▸ Exercise instructions:
Copy out each line of the data below in which "that" appears.

*** Data ***

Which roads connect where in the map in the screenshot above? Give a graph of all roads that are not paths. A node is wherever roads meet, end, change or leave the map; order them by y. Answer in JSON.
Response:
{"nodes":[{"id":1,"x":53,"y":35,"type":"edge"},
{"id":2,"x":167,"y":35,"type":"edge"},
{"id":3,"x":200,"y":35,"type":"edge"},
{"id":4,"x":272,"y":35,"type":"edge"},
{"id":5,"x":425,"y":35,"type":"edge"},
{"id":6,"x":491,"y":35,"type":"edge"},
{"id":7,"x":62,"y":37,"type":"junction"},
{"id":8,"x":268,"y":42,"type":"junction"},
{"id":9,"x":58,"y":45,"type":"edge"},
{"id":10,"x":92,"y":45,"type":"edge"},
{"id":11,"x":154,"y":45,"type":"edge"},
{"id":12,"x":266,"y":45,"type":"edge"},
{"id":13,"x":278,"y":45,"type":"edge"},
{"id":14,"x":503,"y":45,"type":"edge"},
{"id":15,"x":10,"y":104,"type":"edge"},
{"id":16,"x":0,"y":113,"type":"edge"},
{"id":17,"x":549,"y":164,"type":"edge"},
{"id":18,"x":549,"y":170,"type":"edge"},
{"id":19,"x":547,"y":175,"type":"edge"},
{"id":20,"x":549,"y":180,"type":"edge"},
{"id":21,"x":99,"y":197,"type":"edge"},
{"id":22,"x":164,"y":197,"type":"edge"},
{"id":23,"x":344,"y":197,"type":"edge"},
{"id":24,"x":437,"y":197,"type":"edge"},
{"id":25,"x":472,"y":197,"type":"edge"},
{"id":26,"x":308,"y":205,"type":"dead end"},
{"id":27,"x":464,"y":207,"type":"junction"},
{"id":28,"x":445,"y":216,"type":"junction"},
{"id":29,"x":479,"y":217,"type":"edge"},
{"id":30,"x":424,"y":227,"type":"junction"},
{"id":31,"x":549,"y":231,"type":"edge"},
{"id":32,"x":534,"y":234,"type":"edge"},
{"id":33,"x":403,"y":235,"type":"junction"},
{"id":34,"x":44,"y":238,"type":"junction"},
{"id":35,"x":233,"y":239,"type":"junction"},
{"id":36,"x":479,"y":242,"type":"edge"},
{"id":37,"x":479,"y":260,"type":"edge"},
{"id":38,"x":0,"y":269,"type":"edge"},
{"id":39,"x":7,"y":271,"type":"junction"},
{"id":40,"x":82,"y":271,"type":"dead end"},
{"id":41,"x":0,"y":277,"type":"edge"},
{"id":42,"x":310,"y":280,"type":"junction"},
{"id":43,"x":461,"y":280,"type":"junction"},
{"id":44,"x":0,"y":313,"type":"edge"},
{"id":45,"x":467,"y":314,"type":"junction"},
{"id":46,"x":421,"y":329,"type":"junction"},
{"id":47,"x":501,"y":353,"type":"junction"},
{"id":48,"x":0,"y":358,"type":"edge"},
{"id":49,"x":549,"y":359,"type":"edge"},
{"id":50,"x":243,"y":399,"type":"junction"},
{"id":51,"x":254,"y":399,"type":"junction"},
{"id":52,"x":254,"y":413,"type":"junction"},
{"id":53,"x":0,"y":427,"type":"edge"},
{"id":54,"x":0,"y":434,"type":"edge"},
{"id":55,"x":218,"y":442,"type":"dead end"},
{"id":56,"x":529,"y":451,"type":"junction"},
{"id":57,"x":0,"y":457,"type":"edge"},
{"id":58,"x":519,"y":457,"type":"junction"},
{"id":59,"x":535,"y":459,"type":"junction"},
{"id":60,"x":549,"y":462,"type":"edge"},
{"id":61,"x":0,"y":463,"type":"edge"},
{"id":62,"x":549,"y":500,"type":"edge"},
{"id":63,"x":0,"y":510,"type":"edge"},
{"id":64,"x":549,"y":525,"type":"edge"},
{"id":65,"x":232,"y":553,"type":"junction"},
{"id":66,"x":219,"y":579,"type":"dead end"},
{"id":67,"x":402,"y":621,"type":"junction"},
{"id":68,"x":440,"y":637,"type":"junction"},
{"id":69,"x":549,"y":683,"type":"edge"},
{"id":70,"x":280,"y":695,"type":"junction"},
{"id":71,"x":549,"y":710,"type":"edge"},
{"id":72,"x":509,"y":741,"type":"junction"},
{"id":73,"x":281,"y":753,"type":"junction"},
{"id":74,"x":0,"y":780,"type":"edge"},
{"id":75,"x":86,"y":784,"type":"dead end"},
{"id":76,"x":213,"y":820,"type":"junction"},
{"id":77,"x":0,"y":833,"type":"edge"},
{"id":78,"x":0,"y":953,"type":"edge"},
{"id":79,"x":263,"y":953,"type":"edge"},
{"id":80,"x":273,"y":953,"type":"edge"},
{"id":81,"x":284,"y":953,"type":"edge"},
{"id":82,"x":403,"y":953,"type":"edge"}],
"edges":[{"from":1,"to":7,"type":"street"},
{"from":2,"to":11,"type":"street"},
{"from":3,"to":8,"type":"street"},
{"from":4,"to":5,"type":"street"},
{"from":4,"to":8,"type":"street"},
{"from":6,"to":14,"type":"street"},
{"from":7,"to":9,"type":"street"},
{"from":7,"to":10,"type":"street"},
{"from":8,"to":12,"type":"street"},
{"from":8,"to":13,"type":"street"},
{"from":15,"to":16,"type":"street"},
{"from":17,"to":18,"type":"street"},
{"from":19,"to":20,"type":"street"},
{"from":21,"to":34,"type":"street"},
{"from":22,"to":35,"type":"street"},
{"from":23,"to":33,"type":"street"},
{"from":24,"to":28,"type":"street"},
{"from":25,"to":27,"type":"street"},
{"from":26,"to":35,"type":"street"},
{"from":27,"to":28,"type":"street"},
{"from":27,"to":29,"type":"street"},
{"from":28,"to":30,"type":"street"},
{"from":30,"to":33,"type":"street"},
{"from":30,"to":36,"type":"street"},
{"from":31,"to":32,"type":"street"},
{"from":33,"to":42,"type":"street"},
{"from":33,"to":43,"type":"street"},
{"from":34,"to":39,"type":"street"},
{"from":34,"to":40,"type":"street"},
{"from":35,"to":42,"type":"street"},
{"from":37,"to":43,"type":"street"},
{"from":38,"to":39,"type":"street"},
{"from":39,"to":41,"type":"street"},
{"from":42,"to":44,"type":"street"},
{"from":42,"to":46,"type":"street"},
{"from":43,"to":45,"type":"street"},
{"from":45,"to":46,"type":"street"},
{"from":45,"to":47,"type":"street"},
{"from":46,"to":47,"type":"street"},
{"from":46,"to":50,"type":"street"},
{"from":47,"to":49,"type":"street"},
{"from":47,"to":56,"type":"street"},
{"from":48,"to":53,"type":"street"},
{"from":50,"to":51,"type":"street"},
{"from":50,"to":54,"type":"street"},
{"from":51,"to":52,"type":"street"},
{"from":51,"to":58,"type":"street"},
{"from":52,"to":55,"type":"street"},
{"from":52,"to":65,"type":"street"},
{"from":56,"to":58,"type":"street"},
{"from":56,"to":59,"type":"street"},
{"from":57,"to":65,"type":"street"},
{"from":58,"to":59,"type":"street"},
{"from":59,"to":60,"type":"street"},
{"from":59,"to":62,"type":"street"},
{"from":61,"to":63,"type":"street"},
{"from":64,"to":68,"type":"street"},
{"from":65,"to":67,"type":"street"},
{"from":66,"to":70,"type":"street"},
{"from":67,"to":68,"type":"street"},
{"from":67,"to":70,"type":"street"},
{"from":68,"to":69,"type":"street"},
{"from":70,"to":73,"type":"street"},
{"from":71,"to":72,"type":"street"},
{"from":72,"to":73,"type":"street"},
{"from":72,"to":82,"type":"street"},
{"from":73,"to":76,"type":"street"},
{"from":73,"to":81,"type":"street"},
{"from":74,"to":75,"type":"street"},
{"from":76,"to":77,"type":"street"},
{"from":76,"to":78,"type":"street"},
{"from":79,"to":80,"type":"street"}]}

*** End of Data ***
*** Data ***

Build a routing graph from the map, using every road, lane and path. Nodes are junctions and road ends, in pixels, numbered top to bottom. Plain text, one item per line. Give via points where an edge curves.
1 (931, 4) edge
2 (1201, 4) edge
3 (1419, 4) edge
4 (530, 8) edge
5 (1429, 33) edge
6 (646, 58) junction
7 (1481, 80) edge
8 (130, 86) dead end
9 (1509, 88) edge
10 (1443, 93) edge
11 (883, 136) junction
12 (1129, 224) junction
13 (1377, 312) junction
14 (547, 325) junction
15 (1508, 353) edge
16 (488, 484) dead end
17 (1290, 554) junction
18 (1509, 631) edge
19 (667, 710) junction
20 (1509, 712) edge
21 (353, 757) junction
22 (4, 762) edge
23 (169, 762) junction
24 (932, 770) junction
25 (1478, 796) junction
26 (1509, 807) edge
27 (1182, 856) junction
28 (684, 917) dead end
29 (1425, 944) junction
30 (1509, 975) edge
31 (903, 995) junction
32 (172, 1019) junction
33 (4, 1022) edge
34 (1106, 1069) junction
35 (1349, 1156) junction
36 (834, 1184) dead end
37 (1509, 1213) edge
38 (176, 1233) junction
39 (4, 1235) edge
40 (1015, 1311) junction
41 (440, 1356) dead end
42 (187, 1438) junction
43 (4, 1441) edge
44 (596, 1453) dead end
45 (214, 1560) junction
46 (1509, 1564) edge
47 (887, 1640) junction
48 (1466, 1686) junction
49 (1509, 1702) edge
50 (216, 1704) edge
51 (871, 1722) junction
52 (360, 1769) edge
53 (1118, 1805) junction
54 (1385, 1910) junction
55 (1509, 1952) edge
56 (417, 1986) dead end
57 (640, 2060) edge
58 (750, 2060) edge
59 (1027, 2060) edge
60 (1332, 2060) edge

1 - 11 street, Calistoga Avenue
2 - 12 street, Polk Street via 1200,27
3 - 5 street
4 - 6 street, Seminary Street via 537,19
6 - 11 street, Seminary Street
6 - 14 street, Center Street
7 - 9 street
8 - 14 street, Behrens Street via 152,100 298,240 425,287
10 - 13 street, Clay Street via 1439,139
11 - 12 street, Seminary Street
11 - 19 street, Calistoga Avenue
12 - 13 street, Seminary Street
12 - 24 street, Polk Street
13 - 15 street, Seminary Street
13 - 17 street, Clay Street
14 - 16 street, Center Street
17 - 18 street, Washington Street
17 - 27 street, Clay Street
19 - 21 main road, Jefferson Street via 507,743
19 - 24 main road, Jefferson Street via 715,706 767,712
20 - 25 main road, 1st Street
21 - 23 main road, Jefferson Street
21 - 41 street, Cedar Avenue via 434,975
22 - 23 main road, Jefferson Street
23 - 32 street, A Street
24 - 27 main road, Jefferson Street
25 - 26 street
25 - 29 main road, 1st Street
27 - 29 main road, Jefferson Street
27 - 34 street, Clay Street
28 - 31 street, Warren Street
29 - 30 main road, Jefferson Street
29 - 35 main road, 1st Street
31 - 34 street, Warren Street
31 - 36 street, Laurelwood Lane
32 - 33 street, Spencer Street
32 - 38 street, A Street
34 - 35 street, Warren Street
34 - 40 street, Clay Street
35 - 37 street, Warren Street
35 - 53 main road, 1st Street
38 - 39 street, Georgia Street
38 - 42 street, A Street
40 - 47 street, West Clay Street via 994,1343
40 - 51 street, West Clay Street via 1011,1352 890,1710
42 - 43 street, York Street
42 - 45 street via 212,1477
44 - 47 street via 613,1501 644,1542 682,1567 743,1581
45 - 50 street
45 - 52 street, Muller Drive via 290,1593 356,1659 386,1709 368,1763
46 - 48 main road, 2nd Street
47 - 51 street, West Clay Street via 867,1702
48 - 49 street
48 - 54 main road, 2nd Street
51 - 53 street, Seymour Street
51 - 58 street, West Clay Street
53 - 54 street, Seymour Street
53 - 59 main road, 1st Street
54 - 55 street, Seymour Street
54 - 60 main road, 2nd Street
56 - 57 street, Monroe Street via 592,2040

*** End of Data ***
*** Data ***

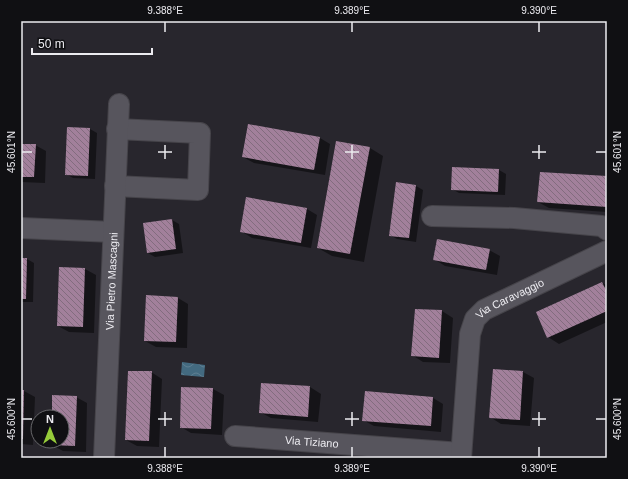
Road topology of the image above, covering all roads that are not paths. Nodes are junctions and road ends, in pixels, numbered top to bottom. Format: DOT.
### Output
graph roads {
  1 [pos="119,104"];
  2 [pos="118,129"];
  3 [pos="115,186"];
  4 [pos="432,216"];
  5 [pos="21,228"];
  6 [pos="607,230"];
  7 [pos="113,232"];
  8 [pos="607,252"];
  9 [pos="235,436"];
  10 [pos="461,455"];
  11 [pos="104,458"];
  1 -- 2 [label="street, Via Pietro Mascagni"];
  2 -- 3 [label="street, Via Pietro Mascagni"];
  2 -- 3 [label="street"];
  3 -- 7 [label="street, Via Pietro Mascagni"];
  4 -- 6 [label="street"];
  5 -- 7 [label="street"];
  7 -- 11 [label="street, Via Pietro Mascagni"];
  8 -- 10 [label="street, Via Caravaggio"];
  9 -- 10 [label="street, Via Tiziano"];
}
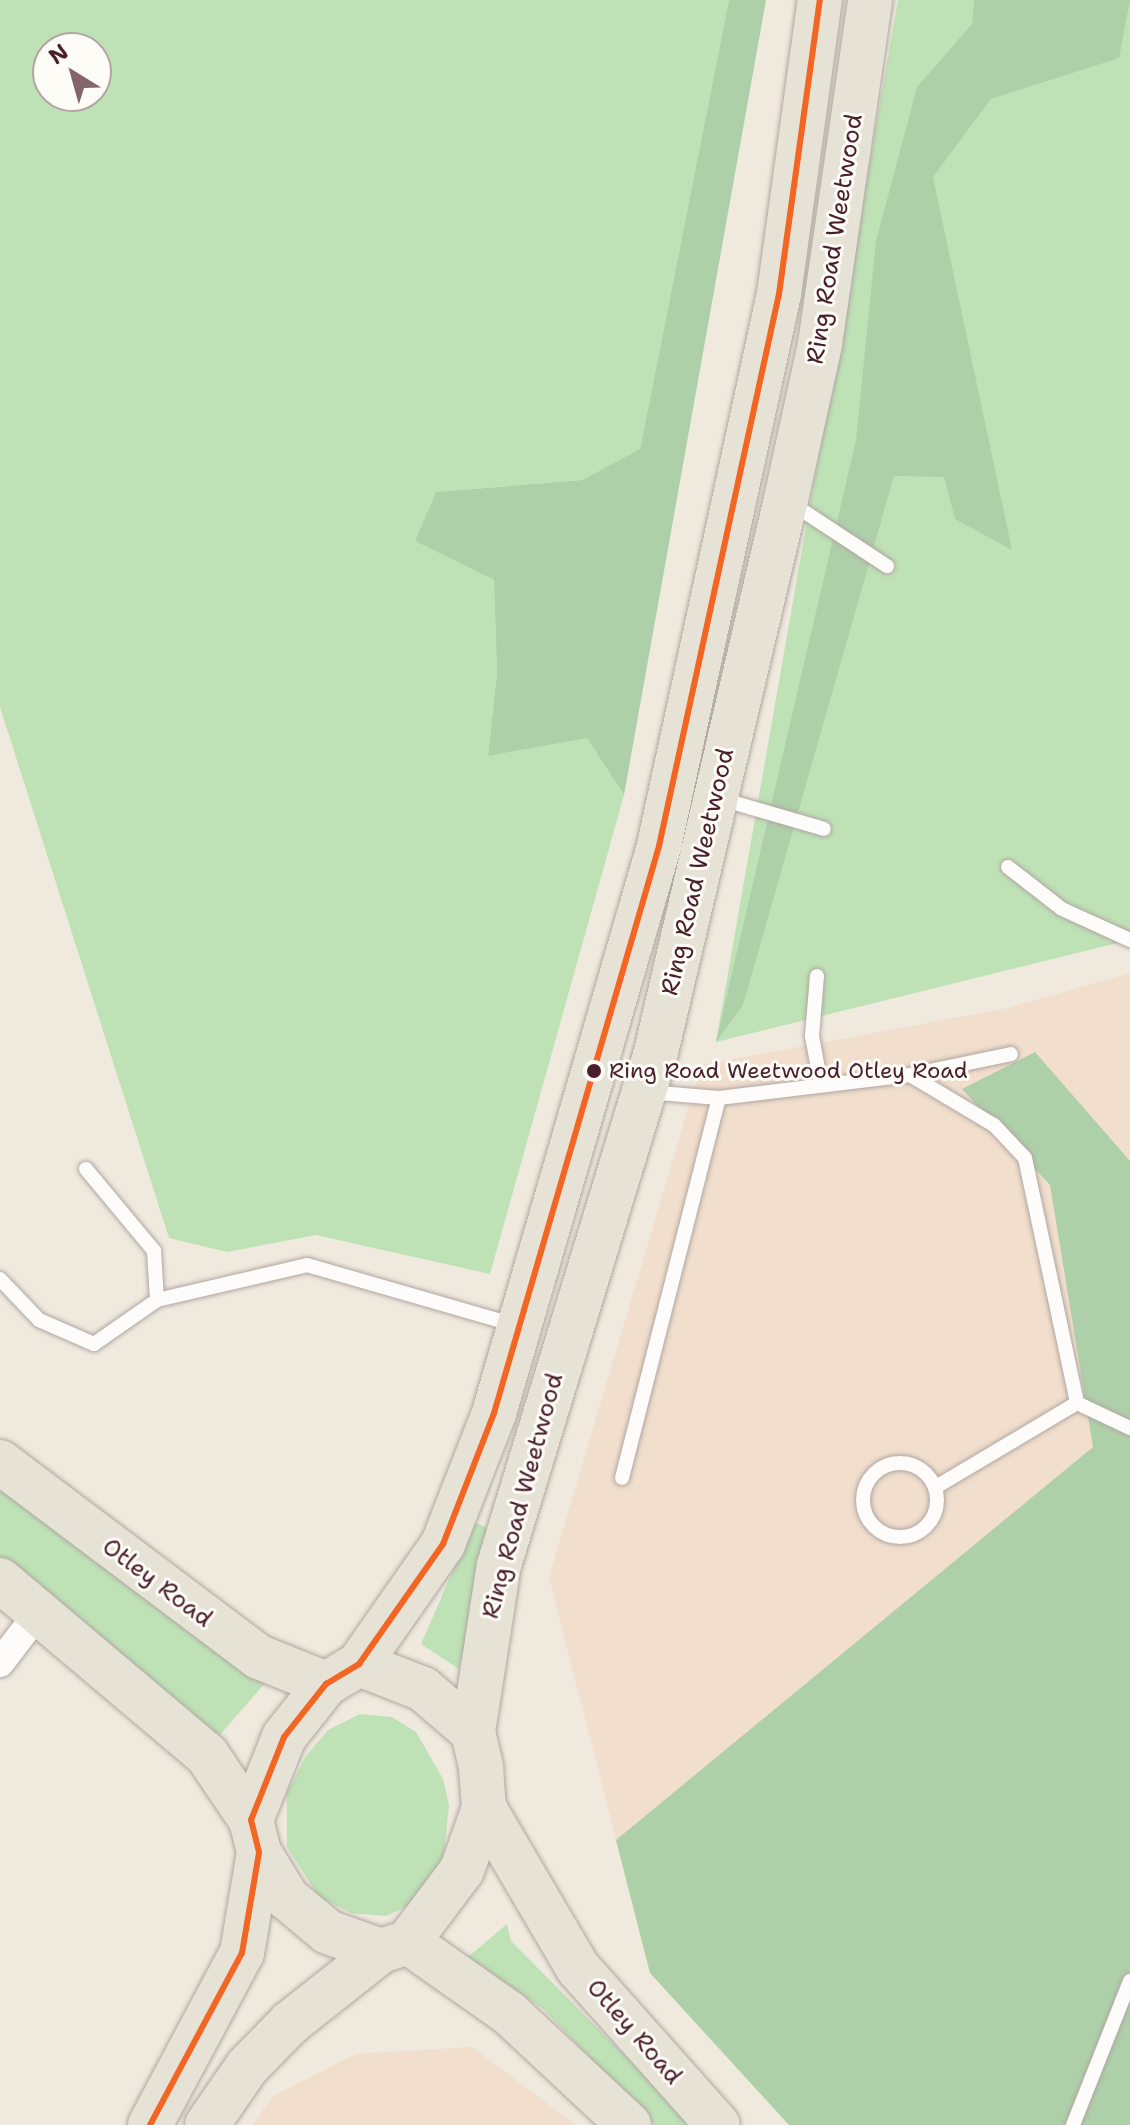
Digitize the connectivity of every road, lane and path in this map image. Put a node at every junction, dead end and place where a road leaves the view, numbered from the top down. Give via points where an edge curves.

*** End of Data ***

▸ Your response:
Which roads connect where in the map in the screenshot above? Give a graph of all roads that are not paths. A node is wherever roads meet, end, change or leave the map; order them by y. Answer in JSON.
Road topology of the image above, covering all roads that are not paths. Nodes are junctions and road ends, in pixels, numbered top to bottom. Format: DOT.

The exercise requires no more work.